Obwohl Indien mit mehr als 1,38 Milliarden Einwohnern für eine Weltmeisterschaft ein respektabler Schauplatz wäre und für den Motorradmarkt immer mehr an Bedeutung gewinnt, beharrte die Dorna als Inhaber der kommerziellen GP-Rechte immer darauf, ohne Ärger mit dem Zoll in Indien auftreten zu können, wenn dort ein MotoGP-Event erwünscht sein sollte.
Dasselbe galt für die Superbike-WM. Das für 17. November 2014 geplante WM-Finale wurde damals im August kurzfristig abgesagt – ebenfalls wegen der Komplikationen mit den rigorosen Zollbestimmungen.
Offiziell wurden «logistische Probleme» wurden 2014 für die Absage des indischen Superbike-WM-Laufs auf dem Buddh Circuit als Grund angeführt. Zudem war der Zeitpunkt wegen der Ausschreitungen und Massenproteste in Indien gegen Vergewaltigungen von Frauen extrem ungünstig.
Eigentlich sollte die SBK 2014 bereits nach dem Saisonauftakt in Australien (10. März) in Indien aufmarschieren. Doch die indische Motorrad-Föderation FMSCI, der Motorrad-Weltverband FIM sowie Superbike-WM-Vermarkter Dorna konnten die Zollprobleme wie in den Jahren vorher schon SBK-Promoter Flammini nicht lösen. Auch eine erstmalige Austragung 2015 scheiterte, dann wurde es still um die internationalen Rennen auf dem Buddh Circuit.
Die Dorna unternahm keine Anstrengungen mehr in Indien, bis sie jetzt von hochrangigen Politikern und Behördenvertretern kontaktiert wurde.
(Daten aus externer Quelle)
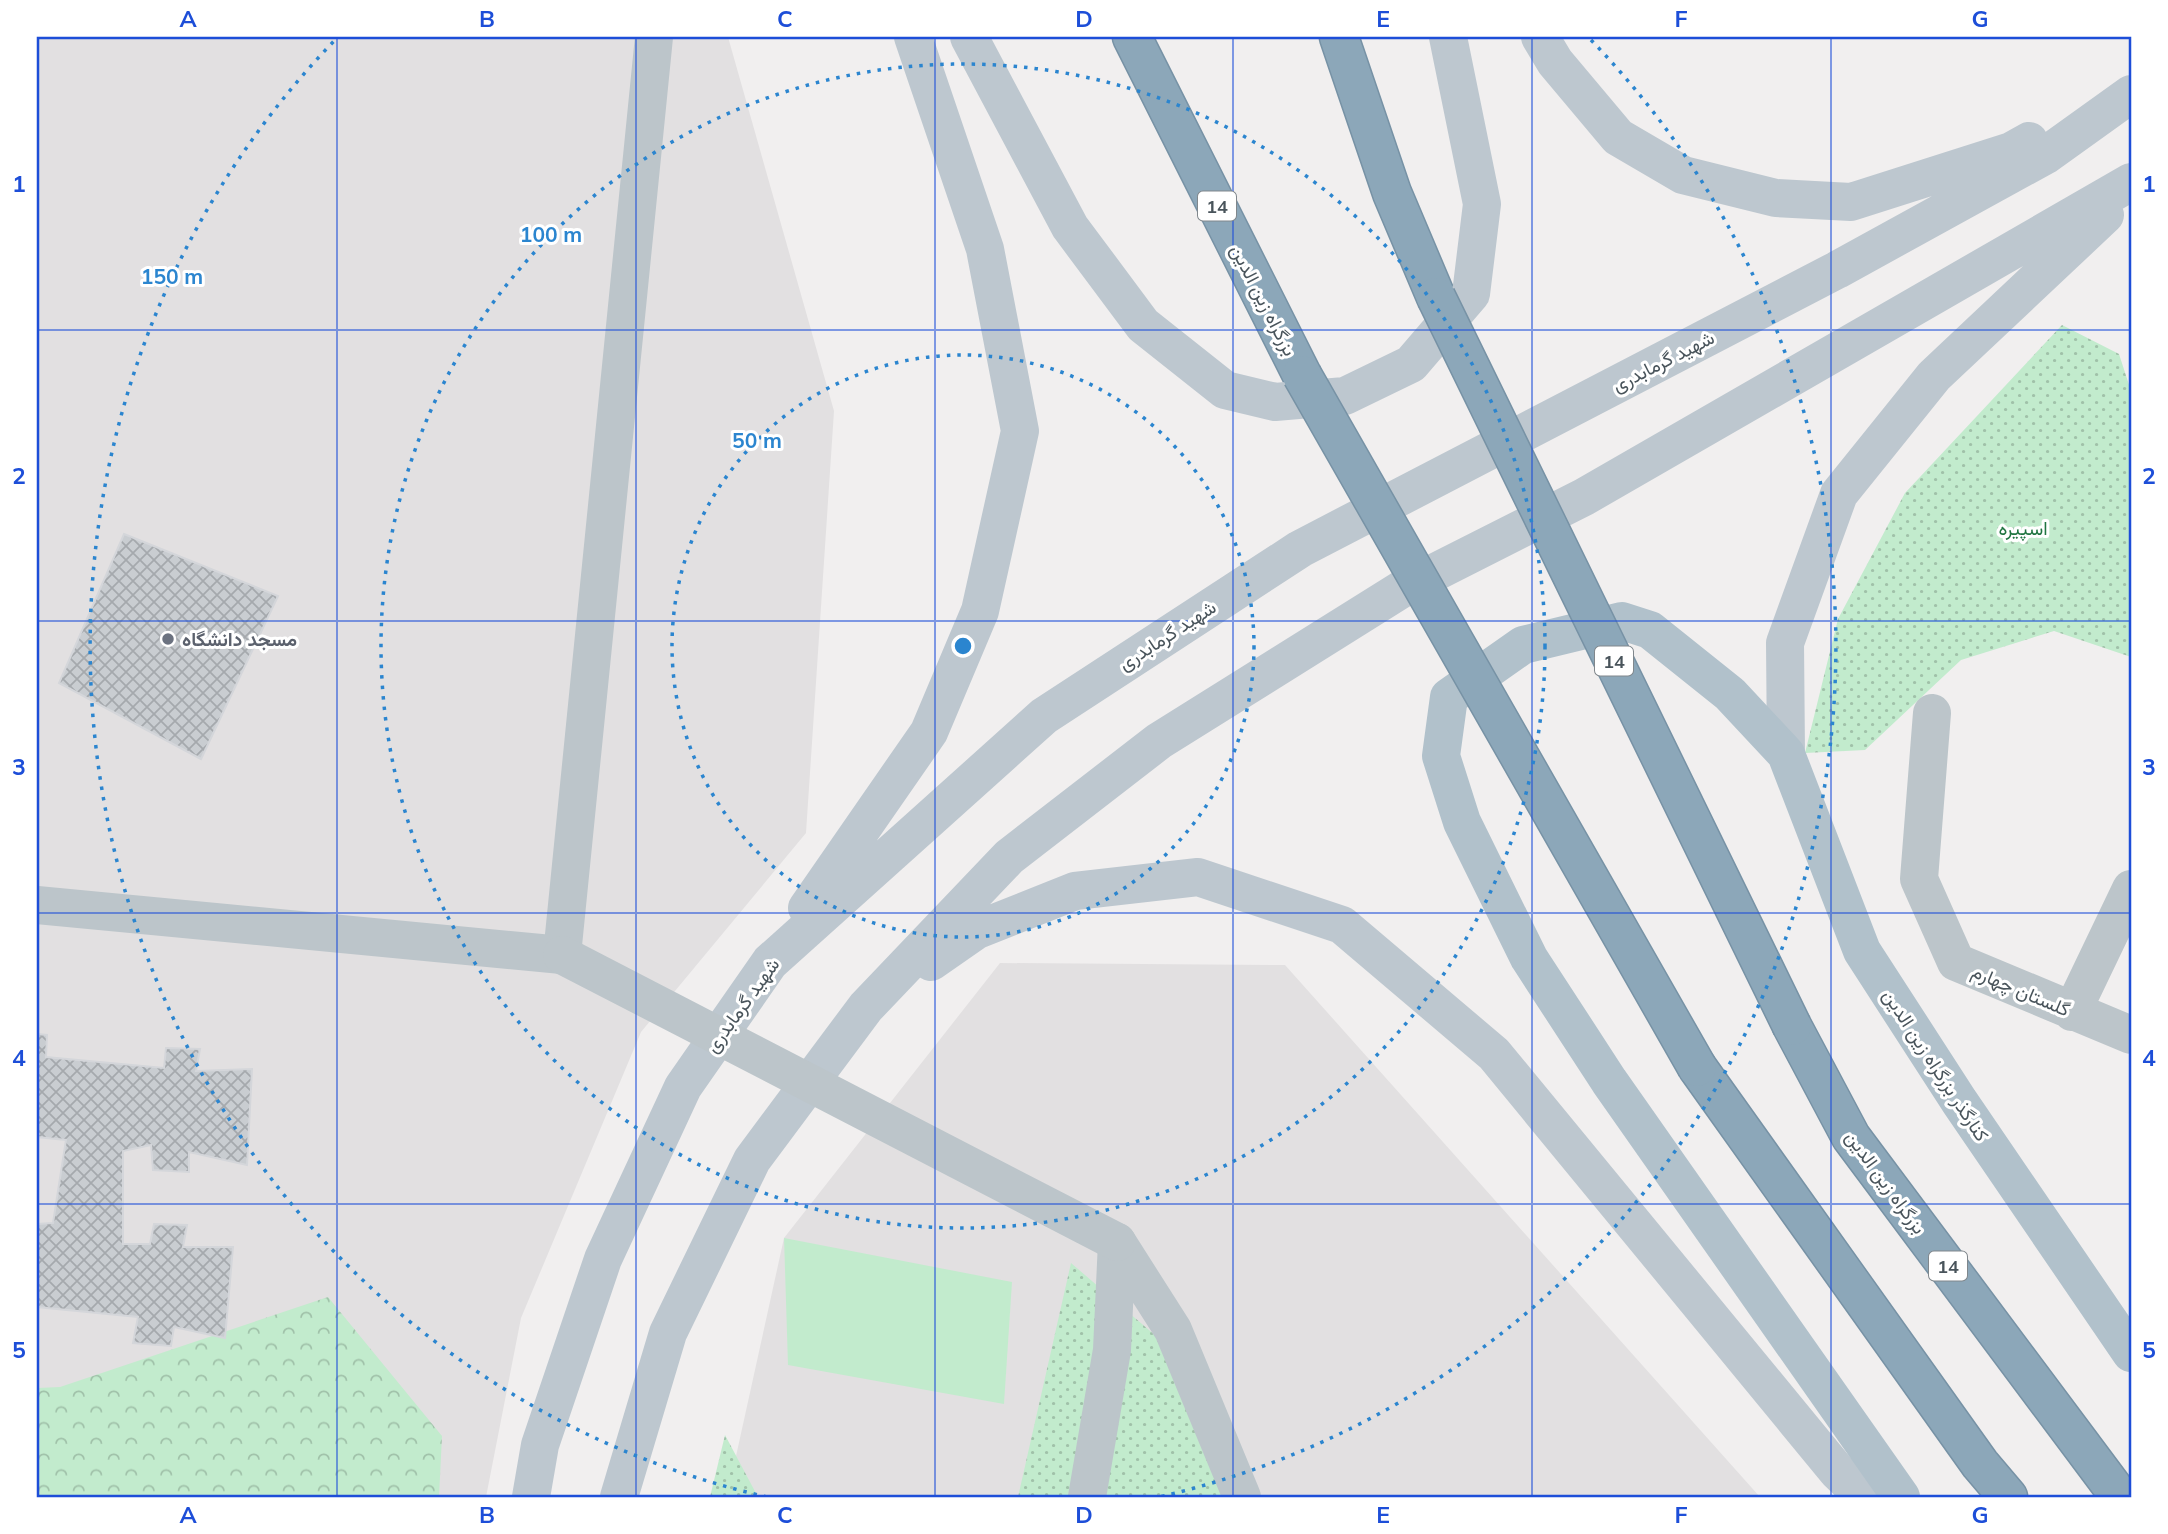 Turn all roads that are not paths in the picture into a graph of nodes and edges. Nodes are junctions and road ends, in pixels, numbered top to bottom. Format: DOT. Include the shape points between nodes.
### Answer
graph roads {
  1 [pos="654,37"];
  2 [pos="913,37"];
  3 [pos="970,37"];
  4 [pos="1132,37"];
  5 [pos="1339,37"];
  6 [pos="1448,37"];
  7 [pos="1540,37"];
  8 [pos="2131,83"];
  9 [pos="2131,94"];
  10 [pos="2131,182"];
  11 [pos="2131,191"];
  12 [pos="1932,713"];
  13 [pos="1786,754"];
  14 [pos="2131,890"];
  15 [pos="37,905"];
  16 [pos="562,955"];
  17 [pos="770,962"];
  18 [pos="866,1007"];
  19 [pos="2072,1012"];
  20 [pos="2131,1035"];
  21 [pos="1117,1242"];
  22 [pos="2131,1353"];
  23 [pos="531,1497"];
  24 [pos="620,1497"];
  25 [pos="1087,1497"];
  26 [pos="1242,1497"];
  27 [pos="1864,1497"];
  28 [pos="1901,1497"];
  29 [pos="2008,1497"];
  30 [pos="2120,1497"];
  1 -- 16 [label="street"];
  2 -- 17 [label="main road" via="985,249 1020,431 980,611 929,732"];
  3 -- 6 [label="main road" via="1070,227 1143,325 1225,390 1275,402 1345,396 1412,364 1471,293 1482,204"];
  4 -- 29 [label="highway, بزرگراه زین الدین / 14, bridge" via="1302,375 1697,1067"];
  5 -- 30 [label="highway, بزرگراه زین الدین / 14, bridge" via="1392,193 1436,297 1792,1026 1851,1137"];
  7 -- 8 [label="main road" via="1555,62 1618,136 1683,175 1776,198 1851,202 2011,151"];
  9 -- 17 [label="main road, شهید گرمابدری" via="2046,155 1849,264 1300,549 1044,716"];
  10 -- 18 [label="main road" via="1584,497 1402,589 1159,741 1009,857"];
  11 -- 13 [label="main road" via="1934,376 1839,494 1785,643"];
  12 -- 19 [label="street, گلستان چهارم" via="1919,879 1956,962"];
  13 -- 22 [label="main road, کنارگذر بزرگراه زین الدین" via="1862,951"];
  13 -- 28 [label="main road" via="1730,694 1650,630 1622,621 1524,645 1490,666 1449,697 1441,756 1462,822 1529,958 1740,1270"];
  14 -- 19 [label="street"];
  15 -- 16 [label="street"];
  16 -- 21 [label="street, bridge"];
  17 -- 23 [label="main road, شهید گرمابدری" via="684,1087 603,1259 540,1445"];
  18 -- 24 [label="main road" via="752,1160 668,1333"];
  18 -- 27 [label="main road" via="977,930 1075,891 1198,877 1342,925 1494,1054 1837,1471"];
  19 -- 20 [label="street, گلستان چهارم"];
  21 -- 25 [label="street" via="1112,1350"];
  21 -- 26 [label="street" via="1173,1329"];
}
Eines ist klar: Wenn die Inder dem MotoGP-Tross nicht die üblichen Erleichterungen bei der Zollabfertigung zugestehen, wird nie mehr ein MotoGP-Rennen in Greater Noida ins Programm kommen.
Nur das Problem der «custom clearance» zwischen Dorna und der Regierung auf höchster Ebene gelöst wird, könnte der «Bharat GP» oder GPO von Indien auf dem Buddh Circuit 2023 oder 2024 in den Kalender kommen, falls ein geeigneter Termin gefunden werden kann.
Denn ob der Kasachstan-GP 2023 am 9. Juli stattfinden kann, ist weiter fraglich – auch wegen der geopolitischen Lage.
Die Kasachen müssen sich in den nächsten Tagen entscheiden. Aber wegen des Papstbesuchs vor acht Tagen in der Hauptstadt Nur-Sultan, die bald wieder Astana heissen soll, stand dort das politische Geschehen tagelang völlig still.